Jeremy Corbyn's new definition of antisemitism isn't bad - but it has a problem



The UK Labour Party has published a manifesto on what is and what isn't antisemitic in a very late attempt to stem the PR damage from the hundreds of examples of antisemitism that have been documented from its members, as well as the coverups and excuses for that hatred.

Of course it is too little, too late, but the actual contents are fairly good. It even refers to the IHRA definition of antisemitism.

Here is part of how it deals with Zionism:
[O]pposition to the Israeli government must never use antisemitic ideas, such as attributing its injustices to Jewish identity, demanding that Jews in Britain or elsewhere answer for its conduct, or comparing Israel to the Nazis. Many Jews view calls for Israel to cease to exist as calls for expulsion or genocide. Arguing for one state with rights for all Israelis and Palestinians is not antisemitic, but calling for the removal of Jews from the region is. Anti-Zionism is not in itself antisemitic and some Jews are not Zionists. Labour is a political home for Zionists and anti-Zionists. Neither Zionism nor anti-Zionism is in itself racism.
I want to concentrate on the bolded section.

In theory, it should be possible to have a single state where everyone has equal rights. In that case, it shouldn't be antisemitic to advocate such a solution.

In reality, both the people who advocate a binational state and those who oppose it know the truth: it is merely a stage to ultimately make Jews into second class citizens, as they were in Muslim majority countries for centuries.

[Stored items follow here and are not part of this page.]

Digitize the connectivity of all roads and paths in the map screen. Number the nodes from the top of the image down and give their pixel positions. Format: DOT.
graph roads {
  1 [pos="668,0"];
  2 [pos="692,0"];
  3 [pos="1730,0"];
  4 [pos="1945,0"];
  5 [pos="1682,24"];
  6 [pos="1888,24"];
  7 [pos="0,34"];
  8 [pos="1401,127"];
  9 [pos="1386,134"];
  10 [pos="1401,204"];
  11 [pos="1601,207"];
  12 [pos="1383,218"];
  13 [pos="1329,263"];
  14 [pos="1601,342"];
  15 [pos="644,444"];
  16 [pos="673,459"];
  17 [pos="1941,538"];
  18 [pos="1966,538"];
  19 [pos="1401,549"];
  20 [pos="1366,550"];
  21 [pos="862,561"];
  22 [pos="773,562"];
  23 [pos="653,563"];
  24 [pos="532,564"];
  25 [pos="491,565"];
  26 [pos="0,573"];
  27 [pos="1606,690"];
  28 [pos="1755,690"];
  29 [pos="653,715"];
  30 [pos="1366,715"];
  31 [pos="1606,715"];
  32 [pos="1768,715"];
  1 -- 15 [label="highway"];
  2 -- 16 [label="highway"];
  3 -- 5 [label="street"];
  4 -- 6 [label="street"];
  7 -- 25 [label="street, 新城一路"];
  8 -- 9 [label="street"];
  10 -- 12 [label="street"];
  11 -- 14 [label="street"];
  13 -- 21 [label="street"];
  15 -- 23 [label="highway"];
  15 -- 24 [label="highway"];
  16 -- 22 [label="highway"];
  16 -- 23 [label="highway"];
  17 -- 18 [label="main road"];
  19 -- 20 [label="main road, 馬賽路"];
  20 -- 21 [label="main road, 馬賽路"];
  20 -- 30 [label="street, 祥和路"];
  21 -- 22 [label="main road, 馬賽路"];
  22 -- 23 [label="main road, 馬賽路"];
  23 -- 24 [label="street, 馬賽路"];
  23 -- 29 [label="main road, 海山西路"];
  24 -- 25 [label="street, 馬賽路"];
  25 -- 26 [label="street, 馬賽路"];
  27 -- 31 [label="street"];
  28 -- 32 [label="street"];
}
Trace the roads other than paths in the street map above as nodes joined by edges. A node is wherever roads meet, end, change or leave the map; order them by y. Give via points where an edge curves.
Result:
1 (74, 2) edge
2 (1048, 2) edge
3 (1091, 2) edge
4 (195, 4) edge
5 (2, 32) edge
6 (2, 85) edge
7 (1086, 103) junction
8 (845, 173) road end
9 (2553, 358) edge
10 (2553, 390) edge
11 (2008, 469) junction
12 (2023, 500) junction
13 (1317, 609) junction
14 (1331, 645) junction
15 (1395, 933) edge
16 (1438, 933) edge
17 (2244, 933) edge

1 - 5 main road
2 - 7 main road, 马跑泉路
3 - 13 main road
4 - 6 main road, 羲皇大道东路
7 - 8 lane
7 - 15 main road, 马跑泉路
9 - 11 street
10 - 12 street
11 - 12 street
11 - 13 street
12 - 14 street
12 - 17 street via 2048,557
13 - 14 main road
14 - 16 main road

It would be very democratic of course - voting that mosques must be higher than synagogues, and that Jews cannot visit their holy sites that Muslims also claim, and soon enough that Jews must wear special clothing - and worse

I gave lots of other reasons why a binational state is just a smokescreen for putting the Jews in their proper place as dhimmis, subject to attack from their woke Arab attackers, here.

In other words, saying that pushing a binational state is not antisemitic is like saying the Germans who built gas chambers weren't doing anything wrong since they merely made a building.